Monday, May 31, 2010

Garfield Minus Garfield

I hit a bit of writer's block when searching for a topic for this blog post. It wasn't that I just hadn't experienced any mass media in the past weeks, on the contrary, I probably consume far too much. The new Prince of Persia movie surprisingly didn't suck. The Black Keys and LCD Soundsystem just came out with good albums. The Survivor season finale was exciting, even in its twentieth season. The problem is, that's about all I have to say about those things. They're good. I recommend them. Quality media, boring review.

So I came to look at this blog to see what else people had written about and search for some ideas. I found Dawson's post on Garfield especially entertaining. I hate Garfield, and all of what Dawson said couldn't have been more true. A part of me died when I found out Bill Murray starred in Garfield: The Movie. You're dead to me, Bill.

Anyway, this review is not also about Garfield, and definitely not about Bill Murray. It's about what you could call a Garfield spin-off: The concept is simple: Dan Walsh takes Jim Davis' strips and edits out Garfield, Odie, and all of their dialogue. Let's take a look at the most recent one:

(If the image is cut-off, click it to see the whole thing)

In this twisted version of the "classic" comic, we see Jon Arbuckle not as your typical suburban man with a particularly zany pet, but instead as a sufferer of depression, pessimism, and sometimes schizophrenia who is engaged in a constant battle against the crushing unexcitement of every day life in the modern world.

Dawson notes that often Davis includes far too much explanation, which is apt considering how well Garfield Minus Garfield portrays its protagonist - often with what most would consider not enough explanation. In this strip, we are left to wonder what is going through Jon's mind in the second panel that causes him to retreat back to his depression after his brief flash of optimism in the first? Maybe he has realized that very few of those hopes and dreams are likely to come true. Many kids hope to be astronauts; dream of traveling the world. Most of them will work in cubicles, filling out spreadsheets from 9 to 5, so that they may live in their modest, bland apartment that is identical to all the ones next to it. They will vacation in Disneyland. They will not be the first person to walk on Mars. Jon knows this. Jim Davis doesn't know it, but Jon does. Jon lives it.

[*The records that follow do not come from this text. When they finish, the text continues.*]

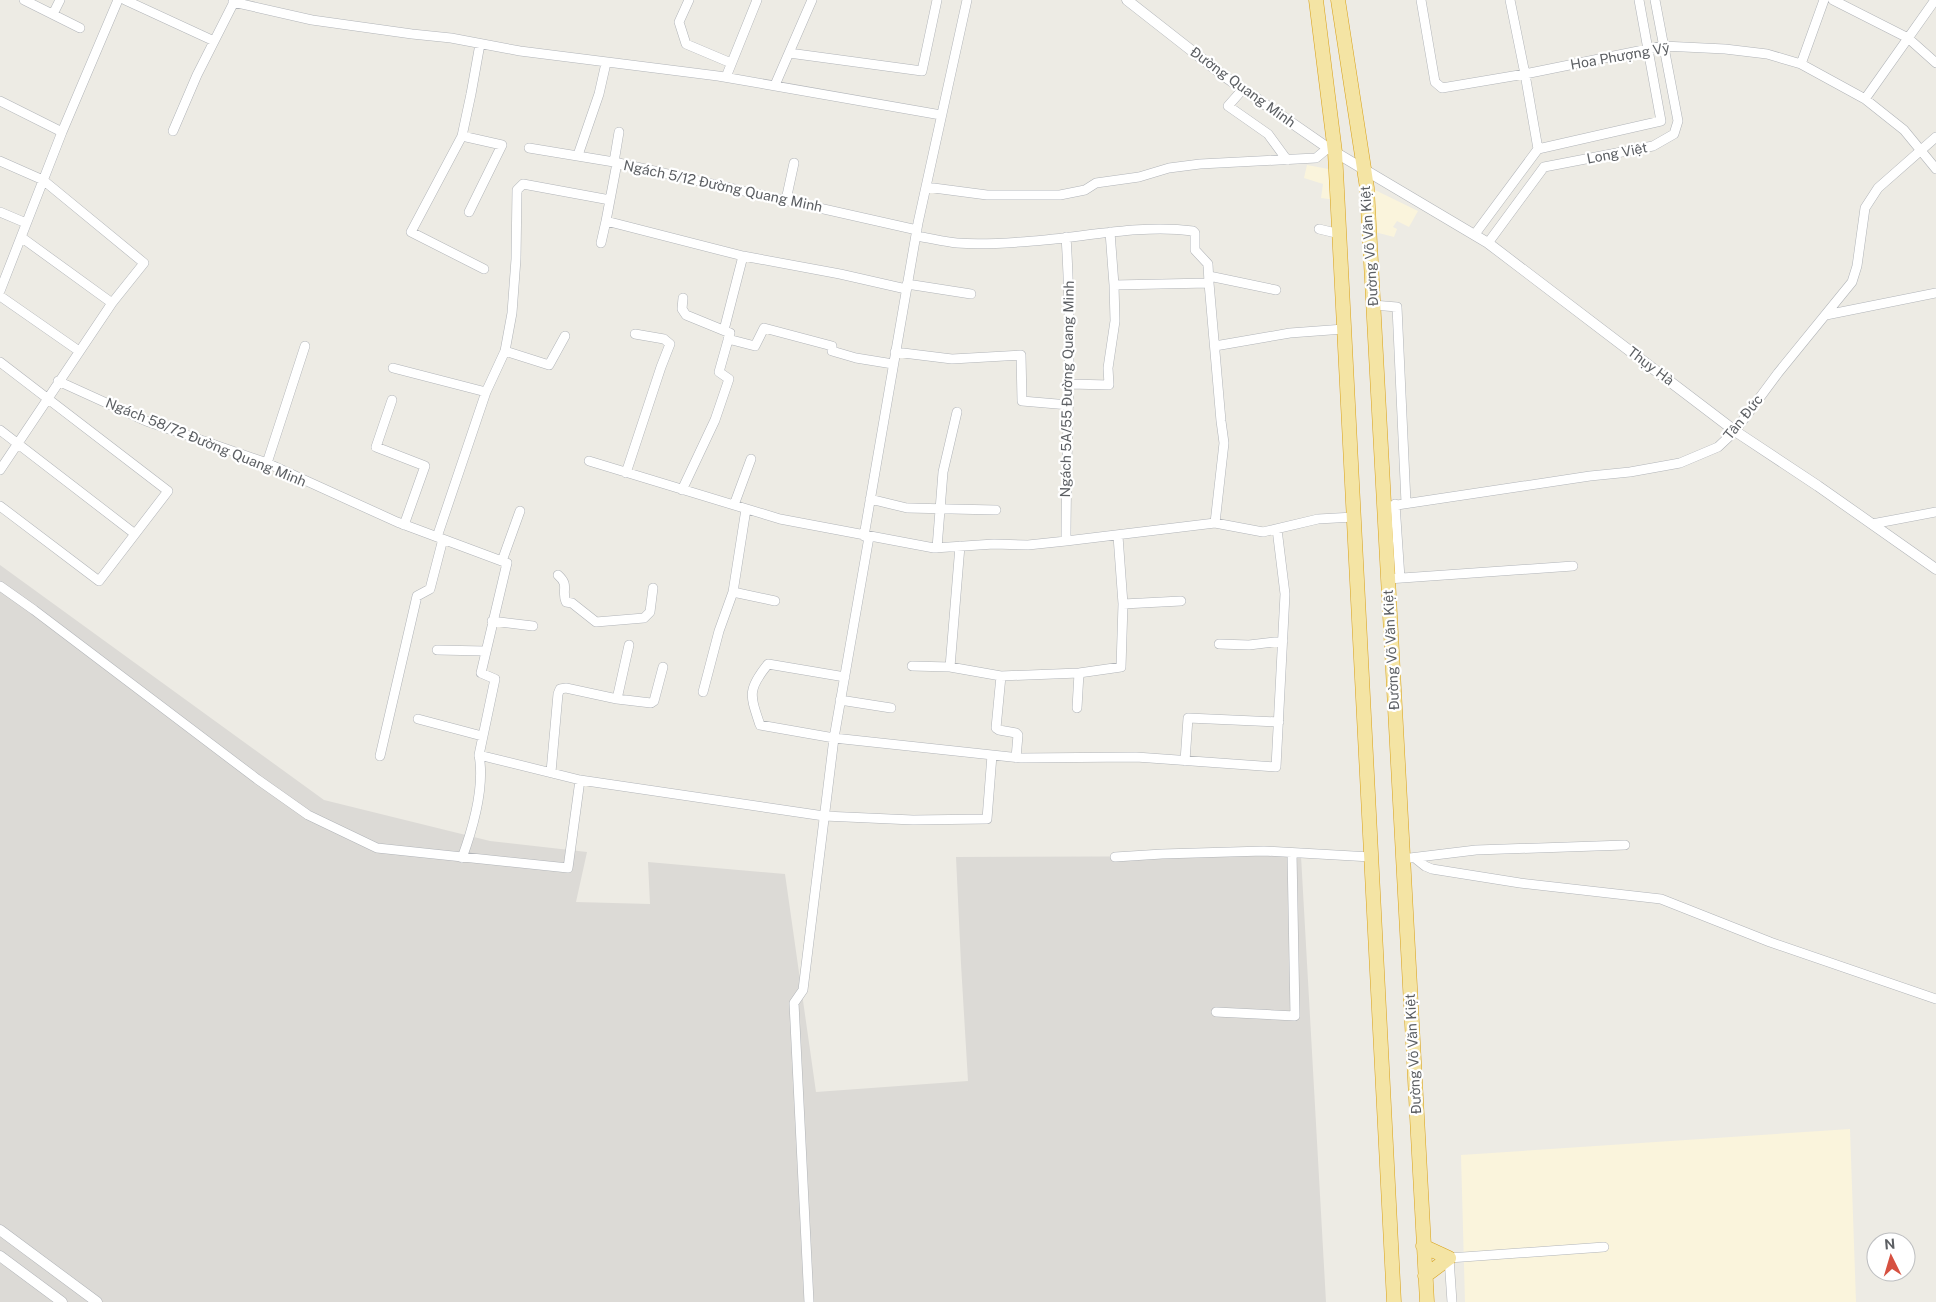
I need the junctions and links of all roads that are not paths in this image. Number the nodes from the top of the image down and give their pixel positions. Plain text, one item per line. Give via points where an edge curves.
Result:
1 (24, 0) edge
2 (60, 0) edge
3 (118, 0) edge
4 (125, 0) edge
5 (689, 0) edge
6 (757, 0) edge
7 (812, 0) edge
8 (937, 0) edge
9 (967, 0) edge
10 (1127, 0) edge
11 (1316, 0) edge
12 (1338, 0) edge
13 (1421, 0) edge
14 (1510, 0) edge
15 (1639, 0) edge
16 (1655, 0) edge
17 (1824, 0) edge
18 (1833, 0) edge
19 (1935, 0) edge
20 (234, 1) edge
21 (53, 14) junction
22 (80, 28) dead end
23 (1908, 38) junction
24 (214, 41) junction
25 (480, 44) junction
26 (1663, 46) junction
27 (1648, 49) junction
28 (789, 53) junction
29 (606, 63) junction
30 (731, 63) junction
31 (1936, 63) edge
32 (1801, 64) junction
33 (1526, 74) junction
34 (726, 77) junction
35 (775, 85) junction
36 (1243, 89) junction
37 (1865, 99) junction
38 (0, 101) edge
39 (941, 115) junction
40 (1661, 121) junction
41 (173, 131) dead end
42 (62, 132) junction
43 (619, 132) dead end
44 (1674, 134) junction
45 (462, 136) junction
46 (1936, 137) edge
47 (529, 148) dead end
48 (1538, 149) junction
49 (1331, 150) junction
50 (1921, 150) junction
51 (578, 155) junction
52 (1287, 160) junction
53 (0, 161) edge
54 (616, 162) junction
55 (794, 163) dead end
56 (1364, 168) junction
57 (1936, 169) edge
58 (44, 180) junction
59 (926, 187) junction
60 (610, 200) junction
61 (786, 200) junction
62 (0, 212) edge
63 (469, 212) dead end
64 (606, 221) junction
65 (26, 223) junction
66 (1319, 229) dead end
67 (1110, 232) junction
68 (917, 233) junction
69 (1340, 234) junction
70 (1474, 234) junction
71 (21, 237) junction
72 (1066, 237) junction
73 (601, 243) dead end
74 (1488, 243) junction
75 (743, 256) junction
76 (484, 269) dead end
77 (4, 270) edge
78 (1210, 280) junction
79 (1114, 285) junction
80 (906, 287) junction
81 (1276, 290) dead end
82 (0, 291) edge
83 (1936, 293) edge
84 (971, 294) dead end
85 (0, 296) edge
86 (683, 298) dead end
87 (112, 303) junction
88 (1373, 305) junction
89 (1826, 315) junction
90 (1344, 329) junction
91 (635, 334) dead end
92 (726, 335) junction
93 (565, 336) dead end
94 (304, 346) dead end
95 (1215, 346) junction
96 (505, 350) junction
97 (79, 351) junction
98 (895, 352) junction
99 (0, 362) edge
100 (893, 364) junction
101 (393, 368) dead end
102 (58, 381) junction
103 (1070, 384) junction
104 (486, 392) junction
105 (46, 398) junction
106 (392, 400) dead end
107 (1069, 405) junction
108 (957, 412) dead end
109 (0, 430) edge
110 (1735, 431) junction
111 (17, 444) junction
112 (751, 459) dead end
113 (589, 461) dead end
114 (267, 463) junction
115 (0, 470) edge
116 (626, 473) junction
117 (682, 490) junction
118 (870, 499) junction
119 (1406, 503) junction
120 (734, 505) junction
121 (0, 506) edge
122 (1389, 506) junction
123 (746, 509) junction
124 (939, 510) junction
125 (996, 510) dead end
126 (520, 511) dead end
127 (1936, 512) edge
128 (1354, 517) junction
129 (1216, 523) junction
130 (1872, 524) junction
131 (404, 525) junction
132 (1276, 529) junction
133 (135, 534) junction
134 (1118, 536) junction
135 (866, 537) junction
136 (440, 538) junction
137 (1066, 541) junction
138 (960, 546) junction
139 (937, 548) junction
140 (502, 561) junction
141 (1573, 566) dead end
142 (1936, 569) edge
143 (558, 575) dead end
144 (1394, 578) junction
145 (0, 586) edge
146 (653, 588) dead end
147 (733, 592) junction
148 (775, 601) dead end
149 (1181, 601) dead end
150 (1123, 604) junction
151 (492, 621) junction
152 (533, 626) dead end
153 (1284, 641) junction
154 (1219, 644) dead end
155 (629, 646) dead end
156 (437, 650) dead end
157 (485, 651) junction
158 (912, 666) dead end
159 (663, 667) dead end
160 (950, 667) junction
161 (1079, 673) junction
162 (844, 676) junction
163 (1002, 676) junction
164 (703, 692) dead end
165 (617, 699) junction
166 (840, 700) junction
167 (891, 708) dead end
168 (1076, 708) dead end
169 (418, 719) dead end
170 (1279, 722) junction
171 (482, 736) junction
172 (834, 738) junction
173 (992, 755) junction
174 (380, 756) dead end
175 (479, 756) junction
176 (1016, 758) junction
177 (1185, 761) junction
178 (551, 772) junction
179 (580, 780) junction
180 (824, 816) junction
181 (1625, 845) dead end
182 (1292, 853) junction
183 (1115, 857) dead end
184 (1371, 857) junction
185 (462, 858) junction
186 (1409, 858) junction
187 (1936, 999) edge
188 (1216, 1012) dead end
189 (0, 1230) edge
190 (1428, 1247) junction
191 (1604, 1247) dead end
192 (0, 1256) edge
193 (1449, 1258) junction
194 (1429, 1273) junction
195 (62, 1302) edge
196 (97, 1302) edge
197 (809, 1302) edge
198 (1394, 1302) edge
199 (1426, 1302) edge
200 (1435, 1302) edge
201 (1452, 1302) edge

1 - 21 street
2 - 21 street
3 - 42 street
4 - 24 street
5 - 30 street via 678,22 686,44
6 - 30 street
7 - 28 street
8 - 28 street via 922,71
9 - 39 street
10 - 36 street, Đường Quang Minh
11 - 49 highway, Đường Võ Văn Kiệt
12 - 56 highway, Đường Võ Văn Kiệt
13 - 33 street, Hoa Phượng Vỹ via 1435,82 1442,88
14 - 33 street
15 - 27 street
16 - 26 street
17 - 32 street
18 - 23 street
19 - 23 street
20 - 24 street
20 - 25 street via 312,20
21 - 22 street
23 - 31 street
23 - 37 street
24 - 41 street
25 - 29 street
25 - 45 street
26 - 27 street, Hoa Phượng Vỹ
26 - 32 street, Hoa Phượng Vỹ via 1767,54
26 - 44 street via 1678,121
27 - 33 street, Hoa Phượng Vỹ
27 - 40 street
28 - 35 street
29 - 34 street
29 - 51 street
30 - 34 street
32 - 37 street, Hoa Phượng Vỹ
33 - 48 street
34 - 35 street
35 - 39 street
36 - 49 street, Đường Quang Minh
36 - 52 street via 1228,106 1268,134
37 - 50 street, Hoa Phượng Vỹ via 1887,114
38 - 42 street
39 - 59 street
40 - 44 street
40 - 48 street, Long Việt
42 - 58 street
43 - 54 street
44 - 74 street, Long Việt via 1653,146 1544,167
45 - 63 street via 502,145
45 - 76 street via 411,232
46 - 50 street, Tân Đức
47 - 51 street, Ngách 5/12 Đường Quang Minh
48 - 70 street
49 - 52 street via 1316,158
49 - 56 street, Đường Quang Minh
49 - 69 highway, Đường Võ Văn Kiệt
50 - 57 street, Hoa Phượng Vỹ
50 - 89 street, Tân Đức via 1871,197 1865,208 1852,282
51 - 54 street, Ngách 5/12 Đường Quang Minh
52 - 59 street via 1231,161 1169,168 1139,177 1096,183 1085,190 1060,195 987,195
53 - 58 street
54 - 60 street
54 - 61 street, Ngách 5/12 Đường Quang Minh
55 - 61 street
56 - 70 street, Thụy Hà
56 - 88 highway, Đường Võ Văn Kiệt
58 - 65 street
58 - 87 street via 144,263
59 - 68 street
60 - 64 street
60 - 96 street via 523,184 519,186 512,313
61 - 68 street, Ngách 5/12 Đường Quang Minh
62 - 65 street
64 - 73 street
64 - 75 street
65 - 71 street
66 - 69 street
67 - 72 street, Ngách 5/12 Đường Quang Minh
67 - 78 street, Ngách 5/12 Đường Quang Minh via 1193,231 1195,250 1208,264
67 - 79 street
68 - 72 street, Ngách 5/12 Đường Quang Minh via 957,243
68 - 80 street
69 - 90 highway, Đường Võ Văn Kiệt
70 - 74 street, Thụy Hà
71 - 77 street
71 - 87 street
72 - 103 street, Ngách 5A/55 Đường Quang Minh
74 - 110 street, Thụy Hà
75 - 80 street
75 - 92 street
77 - 82 street
78 - 79 street
78 - 81 street
78 - 95 street
79 - 103 street via 1115,321 1108,368 1109,385
80 - 84 street
80 - 98 street
83 - 89 street
85 - 97 street
86 - 92 street via 682,309 686,315
87 - 97 street
88 - 119 street via 1397,307
88 - 122 highway, Đường Võ Văn Kiệt
89 - 110 street, Tân Đức
90 - 95 street via 1290,333
90 - 128 highway, Đường Võ Văn Kiệt
91 - 116 street via 664,339 670,344
92 - 100 street via 755,346 764,328 832,346 832,351 856,358
92 - 117 street via 719,372 729,379 715,420
93 - 96 street via 548,365
94 - 114 street
95 - 129 street via 1224,443
96 - 104 street
97 - 102 street
98 - 100 street
98 - 107 street via 952,359 1021,354 1022,402
99 - 105 street
100 - 118 street
101 - 104 street
102 - 105 street
102 - 114 street, Ngách 58/72 Đường Quang Minh via 146,421
103 - 107 street, Ngách 5A/55 Đường Quang Minh
104 - 136 street
105 - 111 street
105 - 133 street via 168,491
106 - 131 street via 376,446 425,466
107 - 137 street, Ngách 5A/55 Đường Quang Minh
108 - 124 street via 943,472
109 - 111 street
110 - 119 street, Tân Đức via 1718,447 1680,463
110 - 130 street, Thụy Hà
111 - 115 street
111 - 133 street
112 - 120 street
113 - 116 street
114 - 131 street, Ngách 58/72 Đường Quang Minh
116 - 117 street
117 - 120 street
118 - 124 street via 907,508
118 - 135 street
119 - 122 street, Tân Đức
120 - 123 street
121 - 133 street via 99,581
122 - 144 highway, Đường Võ Văn Kiệt
123 - 135 street
123 - 147 street
124 - 125 street
124 - 139 street
126 - 140 street
127 - 130 street
128 - 132 street via 1318,519
128 - 184 highway, Đường Võ Văn Kiệt
129 - 132 street via 1263,532
129 - 134 street
130 - 142 street, Thụy Hà
131 - 136 street, Ngách 58/72 Đường Quang Minh
132 - 153 street via 1285,594
134 - 137 street
134 - 150 street
135 - 139 street
135 - 162 street
136 - 140 street, Ngách 58/72 Đường Quang Minh
136 - 174 street via 430,589 417,596
137 - 138 street
138 - 139 street
138 - 160 street
140 - 151 street via 506,563
141 - 144 street
143 - 146 street via 565,581 566,602 596,622 644,618 650,612
144 - 186 highway, Đường Võ Văn Kiệt
145 - 185 street via 308,815 377,848
147 - 148 street
147 - 164 street
149 - 150 street
150 - 161 street via 1121,667
151 - 152 street
151 - 157 street
153 - 154 street
153 - 170 street
155 - 165 street
156 - 157 street
157 - 171 street via 481,673 495,679
158 - 160 street
159 - 165 street via 654,701
160 - 163 street
161 - 163 street
161 - 168 street
162 - 166 street
162 - 172 street via 768,664 757,678 751,698 760,725
163 - 176 street via 996,728 1018,735
165 - 178 street via 560,689
166 - 167 street
166 - 172 street
169 - 171 street
170 - 177 street via 1188,718
170 - 177 street via 1276,767
171 - 175 street
172 - 173 street
172 - 180 street
173 - 176 street
173 - 180 street via 987,820
175 - 178 street
175 - 185 street via 476,814
176 - 177 street via 1136,757
178 - 179 street
179 - 180 street
179 - 185 street via 568,868
180 - 197 street via 804,990 794,1003
181 - 186 street via 1476,850
182 - 183 street via 1255,851
182 - 184 street
182 - 188 street via 1295,1016
184 - 198 highway, Đường Võ Văn Kiệt
186 - 187 street via 1432,869 1661,899 1770,942
186 - 190 highway, Đường Võ Văn Kiệt via 1413,1058
189 - 196 street
190 - 193 highway
190 - 194 highway, Đường Võ Văn Kiệt
191 - 193 street
192 - 195 street
193 - 194 highway
193 - 201 street
194 - 199 highway, Đường Võ Văn Kiệt
194 - 200 highway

Every so often, Jon's abject loneliness and existential angst get the better of him, and he cracks. He goes completely insane and breaks out in a random bout of schizophrenia. These are perhaps at once the most hilarious and most depressing strips. At first we may laugh at the pure absurdity of it, but then we realize that Jon is seriously mentally unstable. This is him at his rock-bottom, and it is terrifying. No one traumatic event has brought him to this state; instead it is the sum total of every day of his life spent alone, bored, and hopeless. Sartre had it wrong. Hell is not other people, hell is no other people.

This isn't totally a losing battle, though! Jon has his good days too, just like anyone else. Here we see him full of optimism, ready to tackle the day, ready to live life to its fullest! But calling it a bittersweet victory is an understatement. We know that, even if he has managed to convince himself of a brighter future for these three mere frames of his life, it is unlikely that good things actually are on their way. We know Jon isn't about to make a new friend. His dreams aren't about to come true. But still, he believes they will for a moment, and these moments, however constructed and false, are still worth cherishing in Jon's otherwise miserable existence.

Now maybe I'm totally off-base here. Maybe this is just Jon's home life and he does have an interesting job and sometimes hangs out with a few buddies after work. Maybe he's just a little angsty and nihilistic when he's by himself at home. Or maybe there's no real story here at all. Remember, this is all unintentional. The author, or maybe more accurately, "curator" of this comic only removes Garfield. Walsh does not write or draw anything new. But it's precisely the fact that there is no inherent, explicit narrative or character definition that makes this comic so brilliant. The readers are free to come up with their own ideas of the specifics of Jon's struggle, and then further figure out how each update fits into that story. It's the lack of spelling-it-out and sometimes total incoherency that make Jon such a much more compelling and realistic character. We can empathize and apply his struggles to our own. Every once in a while, everyone gets bogged-down, burnt-out, and depressed.

Keep your head up, Jon, literally and figuratively.